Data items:
Content starts
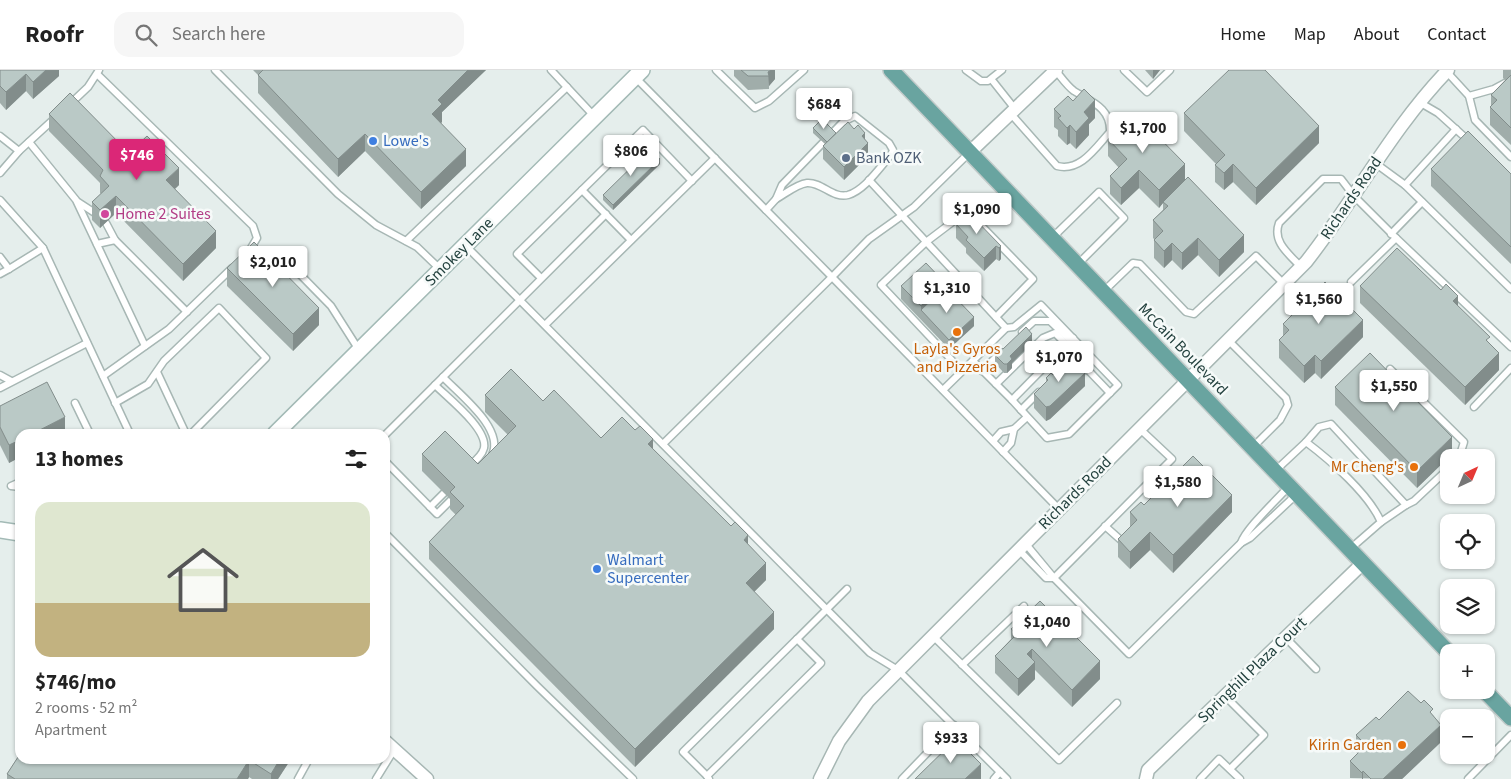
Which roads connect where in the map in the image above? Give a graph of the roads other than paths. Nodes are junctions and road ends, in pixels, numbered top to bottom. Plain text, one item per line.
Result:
1 (215, 70) edge
2 (551, 70) edge
3 (716, 70) edge
4 (804, 70) edge
5 (891, 70) edge
6 (966, 70) edge
7 (1002, 70) edge
8 (1056, 70) edge
9 (1124, 70) edge
10 (1170, 70) edge
11 (1447, 71) edge
12 (98, 73) edge
13 (639, 73) edge
14 (992, 80) junction
15 (1507, 82) edge
16 (567, 87) junction
17 (1469, 96) junction
18 (1419, 102) junction
19 (1013, 112) junction
20 (595, 117) junction
21 (1456, 129) junction
22 (0, 136) edge
23 (29, 142) junction
24 (1477, 149) edge
25 (19, 151) junction
26 (970, 152) junction
27 (1511, 156) edge
28 (715, 158) junction
29 (1375, 163) junction
30 (0, 173) edge
31 (869, 180) junction
32 (692, 181) junction
33 (1405, 185) junction
34 (582, 190) junction
35 (1354, 196) junction
36 (776, 199) junction
37 (0, 200) edge
38 (76, 200) junction
39 (1422, 202) junction
40 (766, 210) junction
41 (98, 214) edge
42 (606, 214) junction
43 (901, 216) junction
44 (106, 222) dead end
45 (1393, 236) junction
46 (1052, 238) junction
47 (115, 240) junction
48 (631, 240) junction
49 (406, 241) junction
50 (926, 242) junction
51 (96, 244) junction
52 (465, 245) junction
53 (43, 248) junction
54 (279, 253) dead end
55 (0, 257) edge
56 (244, 257) edge
57 (237, 264) edge
58 (1077, 265) junction
59 (1301, 268) junction
60 (10, 269) junction
61 (441, 270) junction
62 (0, 274) edge
63 (832, 277) junction
64 (541, 278) junction
65 (1351, 282) dead end
66 (1284, 284) junction
67 (1511, 290) edge
68 (1103, 292) junction
69 (519, 300) junction
70 (187, 312) junction
71 (996, 317) junction
72 (545, 325) junction
73 (1006, 328) junction
74 (1015, 339) edge
75 (1228, 340) junction
76 (1070, 341) junction
77 (88, 343) junction
78 (145, 346) junction
79 (1008, 346) edge
80 (1511, 347) edge
81 (359, 351) junction
82 (973, 361) junction
83 (1069, 366) edge
84 (1511, 368) edge
85 (1390, 369) dead end
86 (982, 370) junction
87 (157, 372) junction
88 (962, 372) junction
89 (0, 375) edge
90 (103, 376) junction
91 (443, 377) junction
92 (1189, 380) junction
93 (11, 381) junction
94 (996, 384) junction
95 (435, 385) junction
96 (0, 388) edge
97 (943, 390) junction
98 (1042, 390) edge
99 (1110, 393) junction
100 (1012, 400) junction
101 (76, 403) dead end
102 (115, 403) junction
103 (1474, 407) dead end
104 (1021, 410) junction
105 (1027, 416) junction
106 (88, 429) edge
107 (126, 429) edge
108 (184, 429) edge
109 (196, 429) edge
110 (285, 429) edge
111 (1014, 429) junction
112 (1140, 429) junction
113 (390, 430) edge
114 (993, 441) junction
115 (1306, 442) junction
116 (663, 444) junction
117 (1252, 447) junction
118 (1462, 449) edge
119 (1003, 452) junction
120 (489, 460) edge
121 (390, 466) edge
122 (466, 470) edge
123 (1275, 471) junction
124 (1440, 476) edge
125 (1293, 490) junction
126 (444, 493) dead end
127 (451, 500) edge
128 (1406, 506) junction
129 (430, 507) junction
130 (1059, 509) junction
131 (1381, 522) junction
132 (1106, 526) junction
133 (0, 530) edge
134 (15, 532) edge
135 (390, 538) edge
136 (1123, 542) edge
137 (1241, 543) junction
138 (1022, 546) junction
139 (1349, 550) junction
140 (1362, 564) junction
141 (1054, 578) junction
142 (846, 589) dead end
143 (1024, 606) dead end
144 (827, 608) junction
145 (932, 635) junction
146 (1286, 638) junction
147 (797, 639) junction
148 (1440, 644) edge
149 (962, 665) junction
150 (1316, 669) dead end
151 (898, 670) junction
152 (1225, 696) junction
153 (1493, 699) edge
154 (1117, 703) dead end
155 (1511, 718) edge
156 (954, 725) junction
157 (1511, 734) edge
158 (390, 745) edge
159 (306, 764) edge
160 (382, 764) edge
161 (1230, 769) junction
162 (1000, 772) junction
163 (708, 778) edge
164 (298, 779) edge
165 (376, 779) edge
166 (427, 779) edge
167 (633, 779) edge
168 (820, 779) edge
169 (902, 779) edge
170 (994, 779) edge
171 (1007, 779) edge
172 (1146, 779) edge
173 (1200, 779) edge
174 (1240, 779) edge
175 (1468, 779) edge

1 - 49 lane
2 - 16 lane
3 - 4 lane
5 - 26 main road, McCain Boulevard
6 - 14 lane
7 - 14 lane
8 - 19 street
8 - 19 lane
9 - 10 lane
11 - 17 lane
11 - 18 street, Richards Road
12 - 23 lane
12 - 56 lane
13 - 20 street, Smokey Lane
13 - 28 lane
14 - 19 lane
15 - 17 lane
16 - 20 lane
16 - 49 lane
17 - 27 lane
18 - 21 lane
18 - 29 street, Richards Road
19 - 26 street
20 - 52 street, Smokey Lane
21 - 24 lane
21 - 33 lane
22 - 25 lane
23 - 25 lane
23 - 38 lane
25 - 30 lane
26 - 43 lane
26 - 46 main road, McCain Boulevard
28 - 32 lane
28 - 40 lane
29 - 33 lane
29 - 35 street, Richards Road
31 - 36 lane
31 - 36 lane
31 - 43 lane
32 - 34 lane
32 - 48 lane
33 - 39 lane
34 - 42 lane
34 - 64 lane
35 - 45 lane
35 - 59 street, Richards Road
35 - 59 lane
36 - 40 lane
37 - 53 lane
38 - 41 lane
38 - 51 lane
39 - 45 lane
39 - 67 lane
40 - 63 lane
42 - 48 lane
42 - 64 lane
43 - 50 lane
43 - 63 lane
44 - 47 lane
45 - 65 lane
45 - 80 lane
46 - 58 main road, McCain Boulevard
46 - 58 lane
47 - 51 lane
47 - 70 lane
48 - 72 lane
49 - 61 lane
50 - 71 lane
50 - 71 lane
50 - 88 lane
51 - 78 lane
52 - 61 street, Smokey Lane
52 - 69 lane
53 - 60 lane
53 - 77 lane
54 - 81 lane
55 - 60 lane
57 - 70 lane
58 - 68 main road, McCain Boulevard
59 - 66 street, Richards Road
60 - 62 lane
61 - 81 street, Smokey Lane
63 - 97 lane
63 - 116 lane
64 - 69 lane
66 - 68 lane
66 - 75 street, Richards Road
68 - 92 main road, McCain Boulevard
69 - 72 lane
69 - 91 lane
70 - 78 lane
71 - 73 lane
72 - 116 lane
73 - 76 lane
73 - 82 lane
74 - 76 lane
75 - 92 street, Richards Road
75 - 117 lane
76 - 94 lane
76 - 99 lane
76 - 100 lane
77 - 90 lane
77 - 93 lane
78 - 90 lane
79 - 86 lane
81 - 110 street, Smokey Lane
82 - 86 lane
82 - 88 lane
83 - 99 lane
84 - 103 lane
85 - 118 lane
86 - 94 lane
87 - 102 lane
87 - 108 lane
87 - 109 lane
88 - 97 lane
89 - 93 lane
90 - 102 lane
91 - 95 lane
91 - 120 lane
92 - 112 street, Richards Road
92 - 117 main road, McCain Boulevard
93 - 96 lane
94 - 100 lane
95 - 113 lane
95 - 122 lane
97 - 114 lane
98 - 104 lane
99 - 105 lane
100 - 104 lane
101 - 106 lane
102 - 107 lane
104 - 105 lane
105 - 111 lane
111 - 114 lane
111 - 119 lane
112 - 130 street, Richards Road
112 - 132 lane
114 - 119 lane
115 - 123 lane
115 - 128 lane
115 - 131 lane
116 - 144 lane
117 - 123 main road, McCain Boulevard
119 - 130 lane
121 - 129 lane
123 - 125 main road, McCain Boulevard
124 - 128 lane
125 - 137 lane
125 - 137 lane
125 - 139 main road, McCain Boulevard
126 - 129 lane
127 - 129 lane
128 - 131 lane
130 - 138 street, Richards Road
131 - 139 lane
132 - 136 lane
132 - 141 lane
133 - 134 street
135 - 167 lane
137 - 141 lane
138 - 141 lane
138 - 145 street, Richards Road
139 - 140 main road, McCain Boulevard
140 - 146 street, Springhill Plaza Court
140 - 148 main road, McCain Boulevard
142 - 144 lane
143 - 149 lane
144 - 147 lane
144 - 151 lane
145 - 149 lane
145 - 151 street, Richards Road
146 - 150 lane
146 - 152 street, Springhill Plaza Court
147 - 163 lane
147 - 163 lane
149 - 154 lane
151 - 156 lane
151 - 168 street, Richards Road
152 - 161 lane
152 - 172 street, Springhill Plaza Court
153 - 155 main road
156 - 162 lane
156 - 169 lane
157 - 175 lane
158 - 166 street
159 - 164 lane
160 - 165 lane
161 - 173 lane
161 - 174 lane
162 - 170 lane
162 - 171 lane

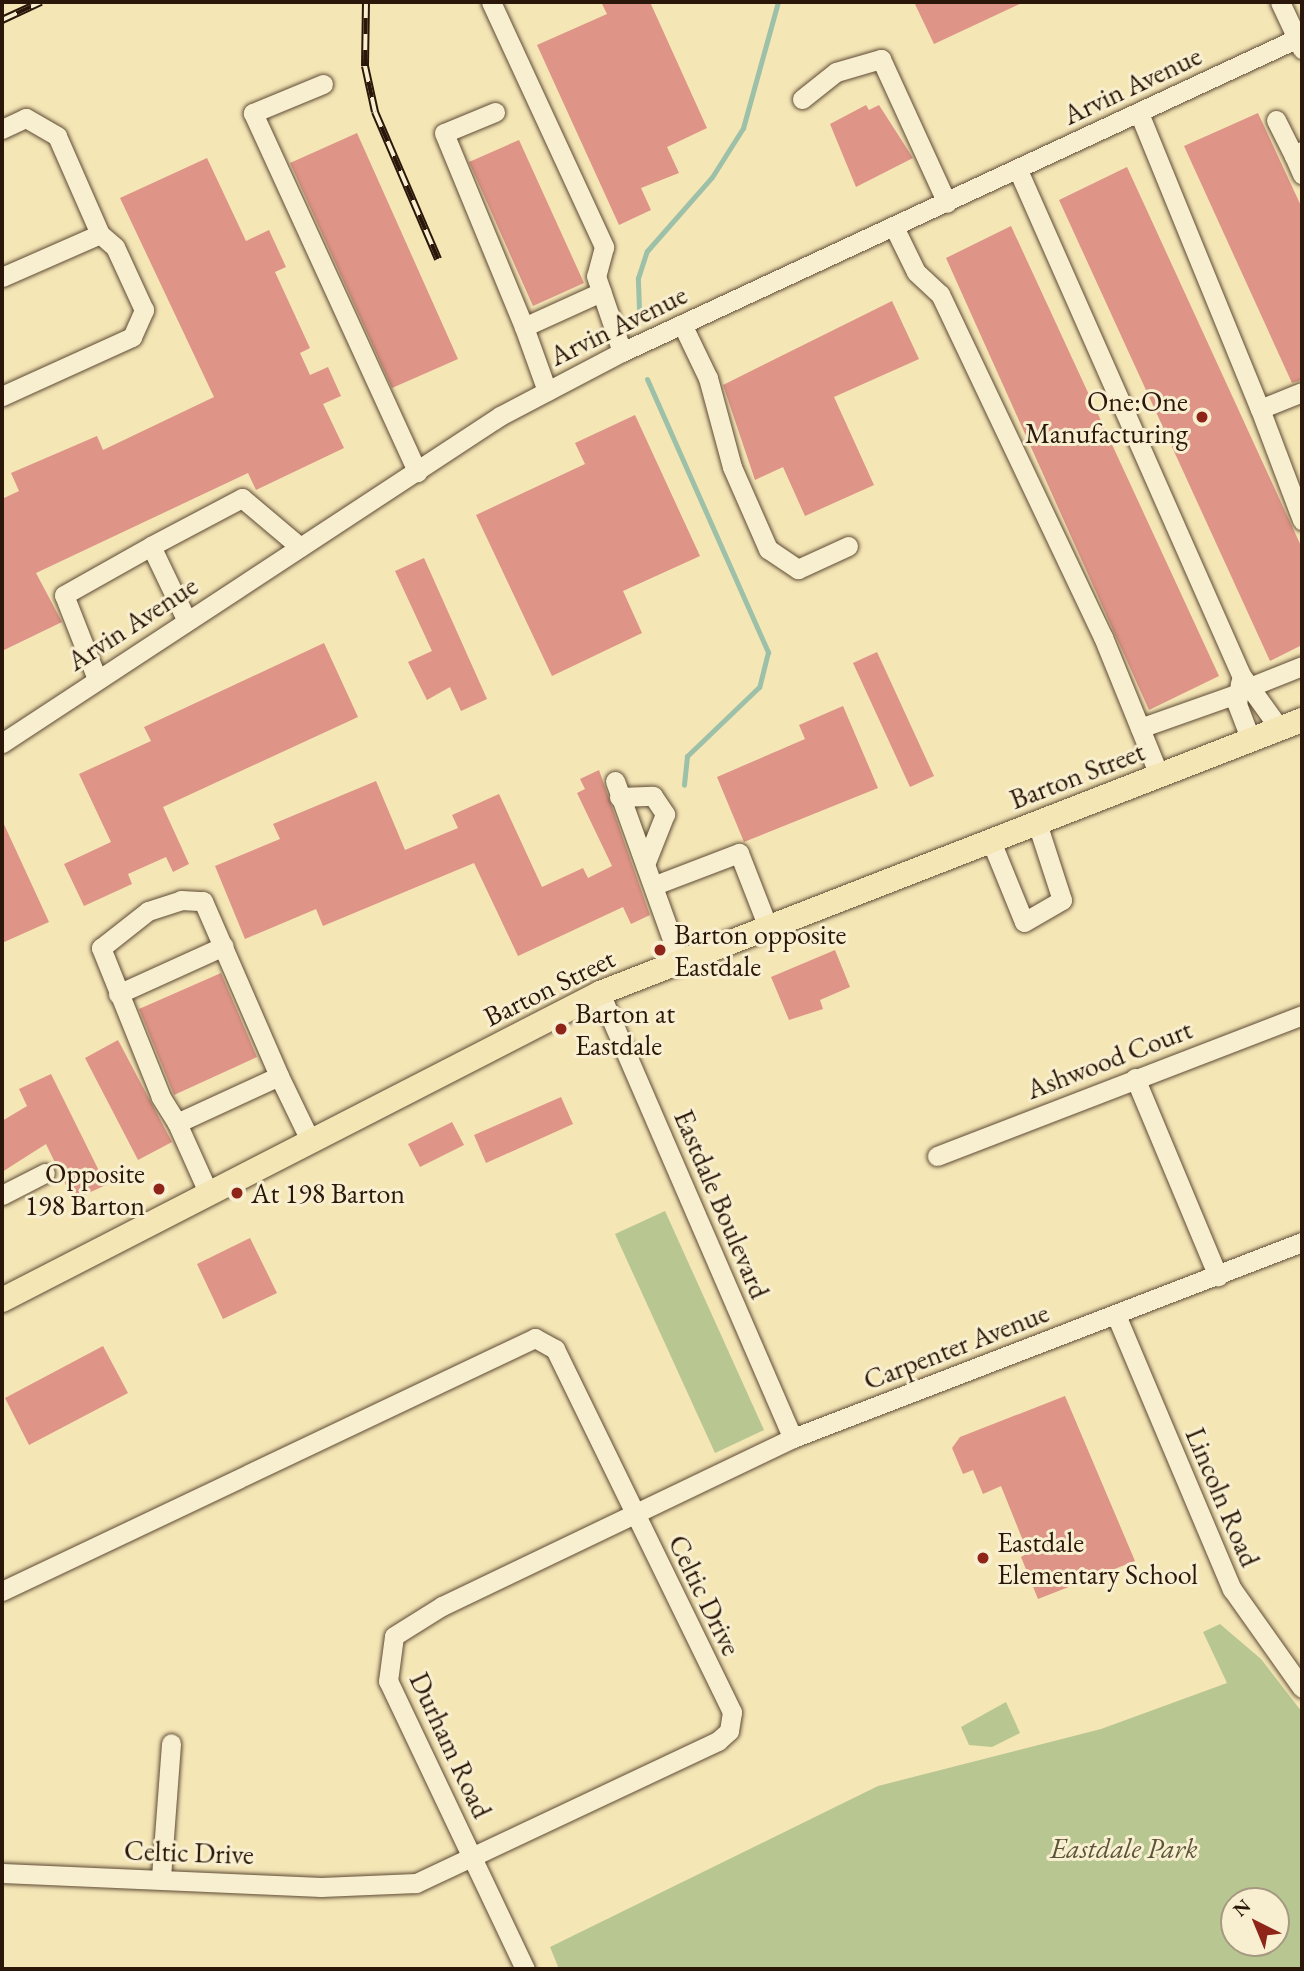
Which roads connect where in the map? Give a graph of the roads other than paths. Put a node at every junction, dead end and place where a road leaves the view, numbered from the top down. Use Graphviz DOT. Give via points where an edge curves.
graph roads {
  1 [pos="491,2"];
  2 [pos="1280,2"];
  3 [pos="1301,41"];
  4 [pos="323,84"];
  5 [pos="802,99"];
  6 [pos="495,111"];
  7 [pos="1139,113"];
  8 [pos="1276,120"];
  9 [pos="2,129"];
  10 [pos="1298,153"];
  11 [pos="1017,170"];
  12 [pos="1302,174"];
  13 [pos="947,203"];
  14 [pos="894,227"];
  15 [pos="100,234"];
  16 [pos="2,277"];
  17 [pos="601,292"];
  18 [pos="682,324"];
  19 [pos="524,327"];
  20 [pos="622,352"];
  21 [pos="547,391"];
  22 [pos="1302,392"];
  23 [pos="2,396"];
  24 [pos="1260,409"];
  25 [pos="416,472"];
  26 [pos="1302,520"];
  27 [pos="151,546"];
  28 [pos="848,546"];
  29 [pos="300,547"];
  30 [pos="187,621"];
  31 [pos="1302,666"];
  32 [pos="97,679"];
  33 [pos="1244,684"];
  34 [pos="1291,725"];
  35 [pos="1140,729"];
  36 [pos="1251,740"];
  37 [pos="2,743"];
  38 [pos="1159,775"];
  39 [pos="1037,823"];
  40 [pos="991,841"];
  41 [pos="646,862"];
  42 [pos="655,886"];
  43 [pos="767,925"];
  44 [pos="224,947"];
  45 [pos="680,959"];
  46 [pos="600,993"];
  47 [pos="118,994"];
  48 [pos="1302,1015"];
  49 [pos="279,1076"];
  50 [pos="1135,1078"];
  51 [pos="177,1123"];
  52 [pos="310,1140"];
  53 [pos="937,1156"];
  54 [pos="45,1173"];
  55 [pos="208,1192"];
  56 [pos="2,1195"];
  57 [pos="1302,1242"];
  58 [pos="1218,1276"];
  59 [pos="2,1300"];
  60 [pos="1116,1315"];
  61 [pos="793,1437"];
  62 [pos="635,1514"];
  63 [pos="2,1591"];
  64 [pos="1302,1688"];
  65 [pos="171,1743"];
  66 [pos="474,1860"];
  67 [pos="2,1873"];
  68 [pos="161,1877"];
  69 [pos="525,1969"];
  1 -- 17 [label="street" via="604,247 596,276"];
  2 -- 3 [label="street"];
  3 -- 7 [label="street, Arvin Avenue"];
  4 -- 25 [label="street" via="253,113"];
  5 -- 13 [label="street" via="836,72 881,59"];
  6 -- 19 [label="street" via="444,133"];
  7 -- 11 [label="street, Arvin Avenue"];
  7 -- 24 [label="street"];
  8 -- 10 [label="street"];
  9 -- 15 [label="street" via="26,118 57,136"];
  10 -- 12 [label="street"];
  11 -- 13 [label="street, Arvin Avenue"];
  11 -- 33 [label="street"];
  13 -- 14 [label="street, Arvin Avenue"];
  14 -- 18 [label="street, Arvin Avenue"];
  14 -- 35 [label="street" via="916,272 940,294"];
  15 -- 16 [label="street"];
  15 -- 23 [label="street" via="115,247 144,310 132,337"];
  17 -- 19 [label="street"];
  17 -- 20 [label="street"];
  18 -- 20 [label="street, Arvin Avenue"];
  18 -- 28 [label="street" via="708,378 732,467 768,549 798,569"];
  19 -- 21 [label="street"];
  20 -- 21 [label="street, Arvin Avenue"];
  21 -- 25 [label="street, Arvin Avenue"];
  22 -- 24 [label="street"];
  24 -- 26 [label="street"];
  25 -- 29 [label="street, Arvin Avenue"];
  27 -- 29 [label="street" via="243,498"];
  27 -- 30 [label="street"];
  27 -- 32 [label="street" via="64,595"];
  29 -- 30 [label="street, Arvin Avenue"];
  30 -- 32 [label="street, Arvin Avenue"];
  31 -- 33 [label="street"];
  32 -- 37 [label="street, Arvin Avenue"];
  33 -- 34 [label="street"];
  33 -- 35 [label="street"];
  33 -- 36 [label="street"];
  34 -- 36 [label="main road, Barton Street"];
  35 -- 38 [label="street"];
  36 -- 38 [label="main road, Barton Street"];
  38 -- 39 [label="main road, Barton Street"];
  39 -- 40 [label="main road, Barton Street"];
  39 -- 40 [label="street" via="1062,900 1024,922"];
  40 -- 43 [label="main road, Barton Street"];
  41 -- 41 [label="street" via="617,789 653,796 665,814"];
  41 -- 42 [label="street"];
  42 -- 43 [label="street" via="739,853"];
  42 -- 45 [label="street"];
  43 -- 45 [label="main road, Barton Street"];
  44 -- 47 [label="street"];
  44 -- 47 [label="street" via="203,901 181,900 148,911 100,948"];
  44 -- 49 [label="street"];
  45 -- 46 [label="main road, Barton Street"];
  46 -- 52 [label="main road, Barton Street"];
  46 -- 61 [label="street, Eastdale Boulevard"];
  47 -- 51 [label="street"];
  48 -- 50 [label="street, Ashwood Court"];
  49 -- 51 [label="street"];
  49 -- 52 [label="street"];
  50 -- 53 [label="street, Ashwood Court"];
  50 -- 58 [label="street"];
  51 -- 55 [label="street"];
  52 -- 55 [label="main road, Barton Street"];
  54 -- 56 [label="street"];
  55 -- 59 [label="main road, Barton Street"];
  57 -- 58 [label="street, Carpenter Avenue"];
  58 -- 60 [label="street, Carpenter Avenue"];
  60 -- 61 [label="street, Carpenter Avenue"];
  60 -- 64 [label="street, Lincoln Road" via="1231,1589"];
  61 -- 62 [label="street, Carpenter Avenue"];
  62 -- 63 [label="street, Celtic Drive" via="555,1349 535,1338"];
  62 -- 66 [label="street, Durham Road" via="408,1623 390,1643 388,1681"];
  62 -- 66 [label="street, Celtic Drive" via="732,1712 729,1731"];
  65 -- 68 [label="street"];
  66 -- 68 [label="street, Celtic Drive" via="393,1887"];
  66 -- 69 [label="street, Durham Road"];
  67 -- 68 [label="street, Celtic Drive"];
}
Content ends
Your instructions → Work through the records line by line, and once you reach the final line, report only how many held "Which".

Exercise output → 2